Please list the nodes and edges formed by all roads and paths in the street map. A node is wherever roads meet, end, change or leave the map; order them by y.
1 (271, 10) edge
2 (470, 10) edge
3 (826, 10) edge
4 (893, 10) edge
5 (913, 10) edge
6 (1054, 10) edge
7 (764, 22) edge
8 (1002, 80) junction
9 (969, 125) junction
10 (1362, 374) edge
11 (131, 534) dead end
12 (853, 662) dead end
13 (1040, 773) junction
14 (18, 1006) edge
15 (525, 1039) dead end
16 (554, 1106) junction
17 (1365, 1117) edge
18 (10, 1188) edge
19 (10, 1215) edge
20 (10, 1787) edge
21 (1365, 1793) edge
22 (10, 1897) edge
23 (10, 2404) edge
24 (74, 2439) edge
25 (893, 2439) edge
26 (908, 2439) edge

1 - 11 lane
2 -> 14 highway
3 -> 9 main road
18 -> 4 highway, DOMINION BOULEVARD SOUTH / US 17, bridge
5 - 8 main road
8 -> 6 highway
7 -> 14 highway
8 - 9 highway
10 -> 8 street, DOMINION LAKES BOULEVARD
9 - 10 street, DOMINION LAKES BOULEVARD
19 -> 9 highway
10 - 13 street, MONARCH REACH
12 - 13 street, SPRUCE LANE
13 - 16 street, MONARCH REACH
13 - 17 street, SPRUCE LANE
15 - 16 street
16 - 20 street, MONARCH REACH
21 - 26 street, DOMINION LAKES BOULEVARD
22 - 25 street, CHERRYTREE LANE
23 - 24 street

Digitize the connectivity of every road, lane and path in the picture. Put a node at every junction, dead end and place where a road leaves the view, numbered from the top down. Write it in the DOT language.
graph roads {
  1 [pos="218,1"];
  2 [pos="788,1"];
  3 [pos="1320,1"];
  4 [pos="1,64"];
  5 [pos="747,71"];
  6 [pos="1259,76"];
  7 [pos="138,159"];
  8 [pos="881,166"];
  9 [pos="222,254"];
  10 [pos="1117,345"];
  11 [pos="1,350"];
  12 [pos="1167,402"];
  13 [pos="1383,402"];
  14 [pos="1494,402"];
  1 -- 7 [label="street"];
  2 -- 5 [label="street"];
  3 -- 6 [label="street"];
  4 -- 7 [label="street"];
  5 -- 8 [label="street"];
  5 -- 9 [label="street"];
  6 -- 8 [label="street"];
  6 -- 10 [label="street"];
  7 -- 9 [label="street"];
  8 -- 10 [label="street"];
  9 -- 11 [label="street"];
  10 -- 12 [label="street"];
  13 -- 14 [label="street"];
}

**What this task involves:** Retype the material word for word, including every line.

**Reply to the exercise:**
Please list the nodes and edges formed by all roads and paths in the street map. A node is wherever roads meet, end, change or leave the map; order them by y.
1 (271, 10) edge
2 (470, 10) edge
3 (826, 10) edge
4 (893, 10) edge
5 (913, 10) edge
6 (1054, 10) edge
7 (764, 22) edge
8 (1002, 80) junction
9 (969, 125) junction
10 (1362, 374) edge
11 (131, 534) dead end
12 (853, 662) dead end
13 (1040, 773) junction
14 (18, 1006) edge
15 (525, 1039) dead end
16 (554, 1106) junction
17 (1365, 1117) edge
18 (10, 1188) edge
19 (10, 1215) edge
20 (10, 1787) edge
21 (1365, 1793) edge
22 (10, 1897) edge
23 (10, 2404) edge
24 (74, 2439) edge
25 (893, 2439) edge
26 (908, 2439) edge

1 - 11 lane
2 -> 14 highway
3 -> 9 main road
18 -> 4 highway, DOMINION BOULEVARD SOUTH / US 17, bridge
5 - 8 main road
8 -> 6 highway
7 -> 14 highway
8 - 9 highway
10 -> 8 street, DOMINION LAKES BOULEVARD
9 - 10 street, DOMINION LAKES BOULEVARD
19 -> 9 highway
10 - 13 street, MONARCH REACH
12 - 13 street, SPRUCE LANE
13 - 16 street, MONARCH REACH
13 - 17 street, SPRUCE LANE
15 - 16 street
16 - 20 street, MONARCH REACH
21 - 26 street, DOMINION LAKES BOULEVARD
22 - 25 street, CHERRYTREE LANE
23 - 24 street

Digitize the connectivity of every road, lane and path in the picture. Put a node at every junction, dead end and place where a road leaves the view, numbered from the top down. Write it in the DOT language.
graph roads {
  1 [pos="218,1"];
  2 [pos="788,1"];
  3 [pos="1320,1"];
  4 [pos="1,64"];
  5 [pos="747,71"];
  6 [pos="1259,76"];
  7 [pos="138,159"];
  8 [pos="881,166"];
  9 [pos="222,254"];
  10 [pos="1117,345"];
  11 [pos="1,350"];
  12 [pos="1167,402"];
  13 [pos="1383,402"];
  14 [pos="1494,402"];
  1 -- 7 [label="street"];
  2 -- 5 [label="street"];
  3 -- 6 [label="street"];
  4 -- 7 [label="street"];
  5 -- 8 [label="street"];
  5 -- 9 [label="street"];
  6 -- 8 [label="street"];
  6 -- 10 [label="street"];
  7 -- 9 [label="street"];
  8 -- 10 [label="street"];
  9 -- 11 [label="street"];
  10 -- 12 [label="street"];
  13 -- 14 [label="street"];
}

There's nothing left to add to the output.